In [1]:
import re

In [2]:
# Helper function to show Regex results
def single_match_result(res):
    if res is None:
        return ("No matches found for your query!")
    
    #Get information about the matching

    #Return the first words that matches the pattern
    print("Match found: " + res.group())

    #Get the indecies of the matching 
    print("Match start: {}".format(res.start()))

    print("Match end: {}".format(res.end()))

    print("Match indices span: {}".format(res.span()))

    print("Query string: {}".format(res.re))

    print("Original string: {}".format(res.string))


## Search for a single match

### re.match
Check if a string starts with a given pattern




In [3]:
string = "Regular expressions are difficult but awesomely awesome"

found = re.match("Regular", string)
not_found = re.match("egular", string) 

In [4]:
single_match_result(found)

Match found: Regular
Match start: 0
Match end: 7
Match indices span: (0, 7)
Query string: re.compile('Regular')
Original string: Regular expressions are difficult but awesomely awesome


In [5]:
single_match_result(not_found)

'No matches found for your query!'

In [6]:
#using the results in an if statement
if found:
    print ("Found !!!!")

Found !!!!


In [7]:
# check if not found
if not_found is None:
    print("Not found !! ")
    
# Or
if not not_found:
    print("Not found !!")

Not found !! 
Not found !!


### re.search 
Searches for a query anywhere in the string

In [8]:
# let's check for words that derives from "awesome"

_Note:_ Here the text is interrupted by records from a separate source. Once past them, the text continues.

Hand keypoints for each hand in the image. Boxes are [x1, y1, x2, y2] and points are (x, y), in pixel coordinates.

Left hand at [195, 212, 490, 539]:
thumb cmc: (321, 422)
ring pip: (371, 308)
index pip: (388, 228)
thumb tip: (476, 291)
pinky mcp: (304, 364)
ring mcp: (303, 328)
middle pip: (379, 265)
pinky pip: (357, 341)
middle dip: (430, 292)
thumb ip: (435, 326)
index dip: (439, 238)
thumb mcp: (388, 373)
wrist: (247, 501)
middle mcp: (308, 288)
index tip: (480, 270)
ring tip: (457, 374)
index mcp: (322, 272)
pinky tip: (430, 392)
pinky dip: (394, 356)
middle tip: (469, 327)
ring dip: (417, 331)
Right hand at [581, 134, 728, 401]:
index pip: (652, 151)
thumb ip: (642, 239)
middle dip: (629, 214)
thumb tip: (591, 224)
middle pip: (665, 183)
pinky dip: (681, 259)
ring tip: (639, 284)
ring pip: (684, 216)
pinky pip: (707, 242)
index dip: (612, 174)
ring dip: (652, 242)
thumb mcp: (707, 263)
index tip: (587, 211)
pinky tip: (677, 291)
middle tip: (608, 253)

string = "Regular expressions are difficult but awesomely awesome"

found = re.search("awesome[a-z]*", string)

not_found = re.search("not found", string)

In [9]:
single_match_result(found)

Match found: awesomely
Match start: 38
Match end: 47
Match indices span: (38, 47)
Query string: re.compile('awesome[a-z]*')
Original string: Regular expressions are difficult but awesomely awesome


In [10]:
single_match_result(not_found)

'No matches found for your query!'

## Search for multiple matches

### re.findall

Returns a list of the substrings that correspond to the query

In [11]:
string = "Regular expressions are difficult but awesomely awesome and awesomely awesome"

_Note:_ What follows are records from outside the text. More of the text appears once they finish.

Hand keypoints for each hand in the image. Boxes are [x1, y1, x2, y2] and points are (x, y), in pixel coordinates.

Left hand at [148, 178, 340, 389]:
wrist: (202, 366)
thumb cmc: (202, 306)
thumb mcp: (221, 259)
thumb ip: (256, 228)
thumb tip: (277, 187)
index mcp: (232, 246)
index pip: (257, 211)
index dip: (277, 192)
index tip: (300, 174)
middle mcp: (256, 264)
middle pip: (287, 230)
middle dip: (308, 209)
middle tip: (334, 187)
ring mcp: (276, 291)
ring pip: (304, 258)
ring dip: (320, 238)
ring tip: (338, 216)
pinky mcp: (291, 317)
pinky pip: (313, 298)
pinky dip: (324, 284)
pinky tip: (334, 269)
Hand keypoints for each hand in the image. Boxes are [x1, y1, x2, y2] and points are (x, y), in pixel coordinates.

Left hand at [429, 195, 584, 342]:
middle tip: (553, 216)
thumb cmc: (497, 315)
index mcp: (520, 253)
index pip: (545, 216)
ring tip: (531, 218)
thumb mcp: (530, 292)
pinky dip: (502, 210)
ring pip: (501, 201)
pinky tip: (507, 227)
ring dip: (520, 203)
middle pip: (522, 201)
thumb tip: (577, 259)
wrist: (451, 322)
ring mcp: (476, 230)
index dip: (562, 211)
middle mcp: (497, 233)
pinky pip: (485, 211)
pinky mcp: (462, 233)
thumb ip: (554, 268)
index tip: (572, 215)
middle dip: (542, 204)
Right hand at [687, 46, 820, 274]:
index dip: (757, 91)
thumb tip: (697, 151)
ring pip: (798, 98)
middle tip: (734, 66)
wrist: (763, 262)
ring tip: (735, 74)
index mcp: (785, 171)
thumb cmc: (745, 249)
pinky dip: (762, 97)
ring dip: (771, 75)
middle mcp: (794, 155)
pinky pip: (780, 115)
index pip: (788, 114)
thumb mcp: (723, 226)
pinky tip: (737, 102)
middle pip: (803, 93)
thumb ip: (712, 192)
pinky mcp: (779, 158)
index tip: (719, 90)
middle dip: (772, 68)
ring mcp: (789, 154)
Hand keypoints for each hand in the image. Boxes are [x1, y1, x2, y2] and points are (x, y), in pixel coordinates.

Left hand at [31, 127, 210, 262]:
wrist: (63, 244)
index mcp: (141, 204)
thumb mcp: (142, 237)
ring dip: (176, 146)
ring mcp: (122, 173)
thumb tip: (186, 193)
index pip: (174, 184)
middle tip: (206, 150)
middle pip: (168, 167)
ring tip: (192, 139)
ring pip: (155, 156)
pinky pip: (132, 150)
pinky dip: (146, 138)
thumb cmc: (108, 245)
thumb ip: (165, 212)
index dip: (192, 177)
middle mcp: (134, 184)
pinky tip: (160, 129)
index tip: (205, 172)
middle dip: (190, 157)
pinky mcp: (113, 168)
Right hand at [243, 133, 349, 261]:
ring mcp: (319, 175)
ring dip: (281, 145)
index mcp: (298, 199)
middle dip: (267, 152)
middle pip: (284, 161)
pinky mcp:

found = re.findall("awesome[a-z]*", string)
not_found = re.match("not found", string) 

In [12]:
# Get all the starting indices of the matches
#Important: In Jupyter notebook, be sure to execute this line in each cell before iterating on found_start_indices
found_start_indices = re.finditer("awesome[a-z]*", string)

indices = [m.start() for m in found_start_indices]
indices

[38, 48, 60, 70]

In [13]:
# Get the span of every occurence
#Important: In Jupyter notebook, be sure to execute this line in each cell before iterating on found_start_indices
found_start_indices = re.finditer("awesome[a-z]*", string)

for i in found_start_indices:
    print("{} span : {}".format(i.group(), i.span()))

awesomely span : (38, 47)
awesome span : (48, 55)
awesomely span : (60, 69)
awesome span : (70, 77)


## String substitution

### re.sub

Substitutes all occurences of a pattern with another pattern

In [14]:
string = "Regular expressions are difficult but awesomely awesome and awesomely awesome"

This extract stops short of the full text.